Elections were held to elect a territorial legislature. "In many places the Missourians and other Southerners seized the polls and crammed the ballot boxes. In others, the "Free Soilers" did the same. The result was that two legislatures were elected: the pro-slavery one making its capital at Lecompton, and the Free State, making one at Topeka...The rival parties met at the polls and elsewhere, and many lives were lost in the fights that took place...And all the many lives that were lost in this miserable border fighting, were lost in small affairs between scouting parties and outposts."
Individual accounts of violence include the fatal shooting of proslavery orator, Malcolm Clarke, at a public meeting in Leavenworth on April 30, 1855, by Free-Soiler Cole McCrea. McCrea was indicted but never prosecuted for the murder. Another incident and one of the most outrageous and disgraceful happened to William Phillips. It was believed Phillips had given McCrea the weapon to kill Clarke. On May 17th, Phillips was arrested and told to leave the territory or he would be tarred and feathered. When Phillips did not leave he was abducted and taken to Weston, Missouri. He was stripped to the waist, tarred and feathered and ridden on a rail. Phillips was then marched through town and placed on block to be auctioned off by a slave in a mock slave sale. "How much gentlemen, for a full-blooded abolitionist, dyed in de wool, tar, feathered and all?" (the slave shouted). The high bid was only one cent.
On August 28th, Phillips fared even worse when armed proslavery "regulators" came to call. "Phillips, supposing he was to be driven out of house and home, resolved not to submit to the indignity, and bravely took the initiative himself. Standing boldly upon the veranda of his house, when the Ruffians drew up in front of it, he fired upon them, killing two of their number. They instantly directed a volley of bullets at him and the house, and Phillips fell pierced in a dozen places."
Larger-scale incidents included the "Sack of Lawrence" on May 21, 1856. Senator Atchinson, leader of the Border Ruffians, called to his men as follows..."Your duty, I know you will do; and if a man or woman dare to stand before you, blow them to hell with a chunk of cold lead".
In retaliation, on May 24, 1856, John Brown, abolitionist radical, murdered 3 proslavery men and two boys in Pottawatomie Valley. Described "like some evil mist, Brown and his band dissolved with the dawn, leaving in their wake shattered wives and children to stumble upon the corpses of fathers and sons".
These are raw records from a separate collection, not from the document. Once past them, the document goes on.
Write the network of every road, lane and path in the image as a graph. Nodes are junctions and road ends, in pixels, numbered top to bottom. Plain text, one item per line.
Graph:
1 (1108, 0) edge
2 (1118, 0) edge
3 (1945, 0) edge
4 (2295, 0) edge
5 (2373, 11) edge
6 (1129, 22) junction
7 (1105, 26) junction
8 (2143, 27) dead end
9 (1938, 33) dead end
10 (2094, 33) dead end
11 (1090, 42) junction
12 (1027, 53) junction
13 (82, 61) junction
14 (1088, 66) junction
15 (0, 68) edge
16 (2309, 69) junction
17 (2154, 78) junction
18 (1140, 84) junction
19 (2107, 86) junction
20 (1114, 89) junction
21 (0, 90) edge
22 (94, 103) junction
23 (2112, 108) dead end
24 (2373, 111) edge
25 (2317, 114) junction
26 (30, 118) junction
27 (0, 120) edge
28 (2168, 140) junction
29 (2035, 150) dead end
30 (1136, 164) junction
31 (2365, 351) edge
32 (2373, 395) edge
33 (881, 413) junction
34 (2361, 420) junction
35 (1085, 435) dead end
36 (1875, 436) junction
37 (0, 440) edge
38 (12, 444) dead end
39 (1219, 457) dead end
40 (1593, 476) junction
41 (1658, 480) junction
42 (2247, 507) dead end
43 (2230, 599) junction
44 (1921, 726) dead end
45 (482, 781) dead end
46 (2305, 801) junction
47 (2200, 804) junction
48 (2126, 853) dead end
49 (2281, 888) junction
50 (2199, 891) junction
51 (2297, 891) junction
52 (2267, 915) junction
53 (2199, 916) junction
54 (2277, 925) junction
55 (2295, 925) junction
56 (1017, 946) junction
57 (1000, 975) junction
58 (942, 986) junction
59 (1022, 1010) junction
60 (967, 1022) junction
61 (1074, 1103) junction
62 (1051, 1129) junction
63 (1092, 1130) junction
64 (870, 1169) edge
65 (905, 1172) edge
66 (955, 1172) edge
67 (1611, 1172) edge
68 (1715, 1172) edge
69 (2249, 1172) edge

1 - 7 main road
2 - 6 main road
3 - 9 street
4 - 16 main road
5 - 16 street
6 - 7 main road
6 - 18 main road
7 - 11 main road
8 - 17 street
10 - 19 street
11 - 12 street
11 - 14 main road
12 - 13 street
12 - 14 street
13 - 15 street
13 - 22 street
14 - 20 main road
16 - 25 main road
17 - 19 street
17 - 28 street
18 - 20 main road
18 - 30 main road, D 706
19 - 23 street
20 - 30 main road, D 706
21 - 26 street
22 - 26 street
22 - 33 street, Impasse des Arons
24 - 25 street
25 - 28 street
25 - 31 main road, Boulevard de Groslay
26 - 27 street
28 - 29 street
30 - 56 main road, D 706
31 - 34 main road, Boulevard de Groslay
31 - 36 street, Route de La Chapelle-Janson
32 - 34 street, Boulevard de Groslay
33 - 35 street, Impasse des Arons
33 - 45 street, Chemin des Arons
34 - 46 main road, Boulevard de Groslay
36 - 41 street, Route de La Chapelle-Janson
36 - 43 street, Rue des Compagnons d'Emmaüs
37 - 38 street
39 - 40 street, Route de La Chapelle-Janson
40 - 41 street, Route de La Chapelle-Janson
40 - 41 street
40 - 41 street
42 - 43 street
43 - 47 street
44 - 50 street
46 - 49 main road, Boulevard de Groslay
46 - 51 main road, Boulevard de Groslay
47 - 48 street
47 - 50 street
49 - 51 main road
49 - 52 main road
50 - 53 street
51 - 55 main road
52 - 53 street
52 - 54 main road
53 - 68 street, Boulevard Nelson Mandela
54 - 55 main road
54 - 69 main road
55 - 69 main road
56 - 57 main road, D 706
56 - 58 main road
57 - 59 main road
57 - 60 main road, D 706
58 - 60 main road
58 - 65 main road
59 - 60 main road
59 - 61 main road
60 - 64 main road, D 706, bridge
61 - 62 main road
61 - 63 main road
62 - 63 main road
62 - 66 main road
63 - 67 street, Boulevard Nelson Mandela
"By this time the lawlessness and anarchy prevailing in Kansas had become a scandal to civilization, and great pressure was brought to bear on the government at Washington to put a stop to it. The president therefore ordered out two regiments of U.S. Cavalry...and issued a proclamation directing both parties to disperse; the troops to march against either side that might disregard it. Thereupon, we were marched into Leavenworth and disbanded and the so called Kansas War officially came to an end."
Although a cork had been temporarily put in the bottle, the bitter gall of savage guerilla warfare was to resurface until the summer of 1865 when the last combatants holstered their arms and the Civil War ended.